KANT IN THE CLASSROOM     Materials to aid the study of Kant’s lectures

Kant’s Writings
Academy Edition
Kant’s Life


Kant’s Lectures
The Student Notes


This project originated in the fall of 1988 when I traveled to Marburg (Germany) to consult with Werner Stark, who was working in the Kant-Archiv housed in the philosophy department of Philipps-Universität, and who — along with a team led by Professor Reinhard Brandt of Marburg — was in the beginning stages of transcribing and editing the anthropology lecture notes for vol. 25 of the Academy Edition of Kant’s writings (co-edited with Brandt).  Werner helped me learn to read the manuscripts of certain lecture notes on metaphysics that I was hoping to translate with Karl Ameriks, and he spent countless hours explaining the many aspects of their production, and of 18th century university life in general.

As is evident from his many publications, Dr. Stark is deeply familiar with issues surrounding Kant’s lectures, the notes, and his Nachlaß, and much of the information on this web-site comes from him and his published and unpublished work. I cite his contribution when there is a relevant publication, but because of the many months that I’ve consulted with him, spread out over almost as many years, it has at times been difficult sorting out my own contributions from his. As is customary in situations like this, I must credit Werner for whatever is helpful and true on these web-pages, while the failings should all be viewed as my own.

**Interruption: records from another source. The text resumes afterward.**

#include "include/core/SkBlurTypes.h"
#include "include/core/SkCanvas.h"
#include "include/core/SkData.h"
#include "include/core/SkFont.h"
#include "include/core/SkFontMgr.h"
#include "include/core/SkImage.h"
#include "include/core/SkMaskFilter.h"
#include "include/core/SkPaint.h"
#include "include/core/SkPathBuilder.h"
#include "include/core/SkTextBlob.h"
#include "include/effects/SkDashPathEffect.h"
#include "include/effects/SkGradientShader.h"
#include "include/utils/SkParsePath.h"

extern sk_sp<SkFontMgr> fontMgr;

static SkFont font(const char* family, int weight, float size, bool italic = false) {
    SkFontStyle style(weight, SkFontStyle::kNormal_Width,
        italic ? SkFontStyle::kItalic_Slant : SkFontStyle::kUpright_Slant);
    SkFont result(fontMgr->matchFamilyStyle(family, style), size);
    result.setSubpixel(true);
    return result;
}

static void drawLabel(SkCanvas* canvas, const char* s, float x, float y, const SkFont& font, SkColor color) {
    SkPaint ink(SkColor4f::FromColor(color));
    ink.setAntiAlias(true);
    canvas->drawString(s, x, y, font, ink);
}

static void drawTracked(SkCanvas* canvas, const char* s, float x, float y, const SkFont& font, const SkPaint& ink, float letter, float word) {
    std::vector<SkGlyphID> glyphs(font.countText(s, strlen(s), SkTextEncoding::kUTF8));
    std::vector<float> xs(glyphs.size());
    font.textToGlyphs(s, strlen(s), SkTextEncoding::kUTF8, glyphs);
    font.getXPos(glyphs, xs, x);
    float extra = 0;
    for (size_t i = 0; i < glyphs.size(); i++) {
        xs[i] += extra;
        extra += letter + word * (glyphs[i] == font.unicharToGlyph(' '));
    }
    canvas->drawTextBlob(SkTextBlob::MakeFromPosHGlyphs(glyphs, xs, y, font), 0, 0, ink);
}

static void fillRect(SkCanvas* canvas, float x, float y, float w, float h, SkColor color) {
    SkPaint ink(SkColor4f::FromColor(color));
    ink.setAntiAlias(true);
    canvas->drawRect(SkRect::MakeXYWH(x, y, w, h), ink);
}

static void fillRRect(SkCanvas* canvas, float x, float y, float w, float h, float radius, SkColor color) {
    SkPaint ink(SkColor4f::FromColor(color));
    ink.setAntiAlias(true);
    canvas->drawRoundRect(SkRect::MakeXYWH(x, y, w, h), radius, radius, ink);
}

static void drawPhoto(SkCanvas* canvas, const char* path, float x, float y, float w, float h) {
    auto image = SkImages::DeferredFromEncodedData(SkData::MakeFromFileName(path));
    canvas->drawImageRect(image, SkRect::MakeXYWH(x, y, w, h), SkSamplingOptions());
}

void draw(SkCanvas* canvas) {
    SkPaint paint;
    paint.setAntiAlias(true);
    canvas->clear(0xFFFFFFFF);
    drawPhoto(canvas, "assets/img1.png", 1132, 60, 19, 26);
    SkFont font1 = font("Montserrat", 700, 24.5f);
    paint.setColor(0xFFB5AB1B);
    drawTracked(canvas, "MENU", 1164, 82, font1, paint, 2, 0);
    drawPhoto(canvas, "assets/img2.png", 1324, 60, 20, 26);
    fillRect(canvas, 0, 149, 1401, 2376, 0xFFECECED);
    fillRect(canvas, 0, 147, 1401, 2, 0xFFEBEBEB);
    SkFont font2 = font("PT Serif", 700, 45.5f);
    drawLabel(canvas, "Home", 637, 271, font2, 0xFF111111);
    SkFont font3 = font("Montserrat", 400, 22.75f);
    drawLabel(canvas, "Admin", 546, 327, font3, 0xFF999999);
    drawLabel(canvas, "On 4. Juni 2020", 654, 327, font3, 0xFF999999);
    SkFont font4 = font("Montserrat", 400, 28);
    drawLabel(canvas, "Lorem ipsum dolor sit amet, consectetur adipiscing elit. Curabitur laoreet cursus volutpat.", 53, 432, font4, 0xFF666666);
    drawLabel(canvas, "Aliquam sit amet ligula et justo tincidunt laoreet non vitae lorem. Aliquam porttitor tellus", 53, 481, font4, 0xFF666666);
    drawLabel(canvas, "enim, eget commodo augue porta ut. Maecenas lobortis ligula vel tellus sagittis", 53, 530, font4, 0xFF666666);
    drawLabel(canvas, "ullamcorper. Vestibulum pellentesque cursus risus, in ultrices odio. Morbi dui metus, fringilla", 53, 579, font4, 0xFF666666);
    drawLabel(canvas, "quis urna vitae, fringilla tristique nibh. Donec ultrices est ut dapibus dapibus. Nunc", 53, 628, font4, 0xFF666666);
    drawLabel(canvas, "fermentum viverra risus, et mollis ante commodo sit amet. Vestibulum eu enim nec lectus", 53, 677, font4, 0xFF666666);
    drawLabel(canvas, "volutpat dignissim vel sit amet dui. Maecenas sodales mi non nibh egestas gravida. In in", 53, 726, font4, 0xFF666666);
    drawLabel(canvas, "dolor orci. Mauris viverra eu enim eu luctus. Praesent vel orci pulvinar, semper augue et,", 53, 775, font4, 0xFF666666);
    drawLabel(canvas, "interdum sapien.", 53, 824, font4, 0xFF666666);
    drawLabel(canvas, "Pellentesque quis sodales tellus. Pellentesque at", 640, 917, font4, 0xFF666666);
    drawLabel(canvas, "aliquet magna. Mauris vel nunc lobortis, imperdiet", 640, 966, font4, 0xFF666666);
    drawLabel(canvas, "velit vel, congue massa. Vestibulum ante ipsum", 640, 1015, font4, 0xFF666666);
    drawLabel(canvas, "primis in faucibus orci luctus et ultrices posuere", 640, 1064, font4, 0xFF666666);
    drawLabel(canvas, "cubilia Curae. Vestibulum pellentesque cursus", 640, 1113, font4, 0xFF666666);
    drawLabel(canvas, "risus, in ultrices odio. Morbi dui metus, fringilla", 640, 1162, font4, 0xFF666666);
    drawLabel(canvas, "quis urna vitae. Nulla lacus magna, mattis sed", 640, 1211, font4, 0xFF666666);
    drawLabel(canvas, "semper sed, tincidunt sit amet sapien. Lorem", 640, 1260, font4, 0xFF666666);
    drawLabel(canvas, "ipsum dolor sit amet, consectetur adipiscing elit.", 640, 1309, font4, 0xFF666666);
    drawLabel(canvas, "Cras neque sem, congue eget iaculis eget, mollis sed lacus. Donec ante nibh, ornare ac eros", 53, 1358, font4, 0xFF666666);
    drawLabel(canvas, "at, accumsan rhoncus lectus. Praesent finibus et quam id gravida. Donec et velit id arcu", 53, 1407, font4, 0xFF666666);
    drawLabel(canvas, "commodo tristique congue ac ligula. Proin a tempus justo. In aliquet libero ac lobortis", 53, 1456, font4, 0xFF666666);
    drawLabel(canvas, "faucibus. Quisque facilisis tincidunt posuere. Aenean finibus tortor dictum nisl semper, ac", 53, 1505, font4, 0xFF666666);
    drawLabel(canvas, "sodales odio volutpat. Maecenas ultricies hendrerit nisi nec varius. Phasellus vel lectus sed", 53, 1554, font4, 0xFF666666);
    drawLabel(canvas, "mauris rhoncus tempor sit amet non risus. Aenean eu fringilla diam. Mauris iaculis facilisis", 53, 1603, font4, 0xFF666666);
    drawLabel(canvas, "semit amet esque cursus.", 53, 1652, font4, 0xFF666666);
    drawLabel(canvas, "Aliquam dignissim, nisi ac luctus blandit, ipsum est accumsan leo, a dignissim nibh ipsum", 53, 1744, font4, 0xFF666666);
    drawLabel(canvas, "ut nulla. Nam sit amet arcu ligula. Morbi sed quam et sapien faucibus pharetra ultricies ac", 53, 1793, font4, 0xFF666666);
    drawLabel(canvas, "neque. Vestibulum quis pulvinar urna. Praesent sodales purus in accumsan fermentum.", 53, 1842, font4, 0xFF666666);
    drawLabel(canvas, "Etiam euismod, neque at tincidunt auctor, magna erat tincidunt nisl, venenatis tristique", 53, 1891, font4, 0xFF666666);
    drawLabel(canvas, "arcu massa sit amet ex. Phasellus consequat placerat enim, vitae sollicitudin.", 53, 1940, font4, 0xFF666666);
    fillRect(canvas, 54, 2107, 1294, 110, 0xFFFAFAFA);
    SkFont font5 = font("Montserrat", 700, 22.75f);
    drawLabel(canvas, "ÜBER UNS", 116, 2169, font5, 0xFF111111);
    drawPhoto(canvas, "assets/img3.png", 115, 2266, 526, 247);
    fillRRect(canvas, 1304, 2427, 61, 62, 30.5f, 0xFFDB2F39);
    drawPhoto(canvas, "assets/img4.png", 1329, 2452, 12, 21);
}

I would also like to acknowledge funding from the DAAD (a “Study Visit Research Grant for Faculty” for work in Marburg during the summer of 2000) and from my home institution (Manchester University) for sabbatical leaves during the academic years 1998/99 and 2005/06, which allowed me to spend six months each of these years in Marburg.  Additional work in Germany during the spring and summer of 2007 was funded in part by a Fulbright grant.  An NEH Summer Seminar for College Teachers (June-July 1994; Boston University, directed by James Schmidt) allowed me to continue my research in the context of a seminar on the German enlightenment.  An NEH Travel Grant (Fall 1988) made possible my first contact and work with Werner Stark in Marburg.

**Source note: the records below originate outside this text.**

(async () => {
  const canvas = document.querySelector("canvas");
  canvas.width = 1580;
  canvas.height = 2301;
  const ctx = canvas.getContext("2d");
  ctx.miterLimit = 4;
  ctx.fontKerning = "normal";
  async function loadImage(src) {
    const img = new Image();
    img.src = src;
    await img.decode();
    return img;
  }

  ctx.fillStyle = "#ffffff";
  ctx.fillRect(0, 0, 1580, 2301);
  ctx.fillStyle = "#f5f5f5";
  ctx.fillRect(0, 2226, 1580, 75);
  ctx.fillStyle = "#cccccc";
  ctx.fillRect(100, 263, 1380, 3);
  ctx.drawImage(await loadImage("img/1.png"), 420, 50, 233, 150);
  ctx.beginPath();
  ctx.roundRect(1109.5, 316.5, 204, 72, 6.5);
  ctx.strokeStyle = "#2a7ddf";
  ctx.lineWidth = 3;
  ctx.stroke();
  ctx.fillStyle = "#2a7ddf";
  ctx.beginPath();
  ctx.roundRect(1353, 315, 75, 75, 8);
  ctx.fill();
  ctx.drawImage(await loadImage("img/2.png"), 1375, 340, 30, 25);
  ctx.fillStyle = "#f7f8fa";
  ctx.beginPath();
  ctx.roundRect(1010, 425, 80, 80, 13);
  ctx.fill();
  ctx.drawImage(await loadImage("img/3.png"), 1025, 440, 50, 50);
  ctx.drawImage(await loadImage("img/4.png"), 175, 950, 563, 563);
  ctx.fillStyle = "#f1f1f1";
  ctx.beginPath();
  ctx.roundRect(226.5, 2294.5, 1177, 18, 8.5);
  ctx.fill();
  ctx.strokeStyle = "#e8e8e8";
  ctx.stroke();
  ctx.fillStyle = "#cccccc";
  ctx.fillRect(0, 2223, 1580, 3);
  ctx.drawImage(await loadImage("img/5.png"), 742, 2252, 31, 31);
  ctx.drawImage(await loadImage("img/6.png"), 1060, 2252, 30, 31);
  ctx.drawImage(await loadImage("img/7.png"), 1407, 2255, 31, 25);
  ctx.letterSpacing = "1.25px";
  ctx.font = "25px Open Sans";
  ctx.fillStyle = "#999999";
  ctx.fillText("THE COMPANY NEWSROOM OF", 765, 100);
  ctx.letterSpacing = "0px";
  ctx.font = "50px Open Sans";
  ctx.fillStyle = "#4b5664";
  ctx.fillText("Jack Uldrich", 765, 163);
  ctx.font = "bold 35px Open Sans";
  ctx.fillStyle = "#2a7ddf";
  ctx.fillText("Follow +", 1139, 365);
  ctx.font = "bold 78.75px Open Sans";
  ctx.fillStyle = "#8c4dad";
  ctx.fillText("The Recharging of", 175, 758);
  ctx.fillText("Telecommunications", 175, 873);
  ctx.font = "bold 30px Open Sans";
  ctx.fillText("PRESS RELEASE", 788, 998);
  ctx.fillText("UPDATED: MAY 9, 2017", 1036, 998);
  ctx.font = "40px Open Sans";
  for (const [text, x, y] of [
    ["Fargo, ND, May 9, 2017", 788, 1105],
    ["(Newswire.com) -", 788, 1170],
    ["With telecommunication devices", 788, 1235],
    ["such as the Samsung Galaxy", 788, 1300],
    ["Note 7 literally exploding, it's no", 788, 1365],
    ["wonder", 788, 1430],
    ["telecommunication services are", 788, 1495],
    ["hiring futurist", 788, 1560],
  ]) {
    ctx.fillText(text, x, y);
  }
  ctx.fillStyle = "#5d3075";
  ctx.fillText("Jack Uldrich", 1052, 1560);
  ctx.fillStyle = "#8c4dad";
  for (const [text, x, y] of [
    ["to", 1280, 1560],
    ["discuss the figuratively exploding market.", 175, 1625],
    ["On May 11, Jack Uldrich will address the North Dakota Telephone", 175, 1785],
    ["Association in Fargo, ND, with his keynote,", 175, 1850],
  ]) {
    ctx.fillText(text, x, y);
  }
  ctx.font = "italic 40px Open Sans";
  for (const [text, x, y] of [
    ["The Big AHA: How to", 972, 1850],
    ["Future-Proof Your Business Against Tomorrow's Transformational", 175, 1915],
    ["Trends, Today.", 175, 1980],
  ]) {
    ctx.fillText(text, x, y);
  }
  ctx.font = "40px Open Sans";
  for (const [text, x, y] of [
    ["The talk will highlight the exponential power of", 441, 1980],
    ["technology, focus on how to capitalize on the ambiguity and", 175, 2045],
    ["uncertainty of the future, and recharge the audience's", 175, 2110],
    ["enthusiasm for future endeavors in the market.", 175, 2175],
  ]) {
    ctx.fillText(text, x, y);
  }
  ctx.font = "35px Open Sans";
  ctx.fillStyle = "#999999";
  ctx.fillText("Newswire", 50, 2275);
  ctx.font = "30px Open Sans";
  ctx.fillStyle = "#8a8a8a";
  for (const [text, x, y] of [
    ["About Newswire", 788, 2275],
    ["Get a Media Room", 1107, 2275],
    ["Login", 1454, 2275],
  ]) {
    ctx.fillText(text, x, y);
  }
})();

I must also acknowledge help from many other quarters — scholars with whom I have discussed these matters in person, as well as a growing list of scholars who have generously contacted me through this website with corrections or with additional information. Dr. phil. Anke Lindemann-Stark (a constant source of information on 18th century matters), Dr. phil. Werner Euler (especially regarding Kant’s academic offices), Dr. phil. Thomas Sturm (on the history of universities), Dr. phil. Konstantin Pollok, Prof. Patrick Kain, Prof. Manfred Kuehn, Prof. Riccardo Pozzo, Prof. Eric Watkins, Dr. John Christopher Vivian, Arnaud Pelletier, Prof. Juan Bonaccini, Dr. med. Detlev Parow, Andrew Sellon, Dott. Loretta Marcon, Karl-Heinz Raschtutti, Prof. Burt Louden, Rüdiger Jester, Prof. Alberto Vanzo, Prof. Robert Clewis, Prof. Courtney Fugate, Sandra Johst, Naomi Tiley, Dr. Bethany Hamblen, Dr. Tim Kunze, Inna Rezchikova, and Professor Dr. Takashi Sugiyama.

Finally, I would surely have never blundered into all this work had it not been for the kind invitation from my Doktorvater, Karl Ameriks, to join him on the original project of translating Kant’s metaphysics lectures into English.  Thanks Karl.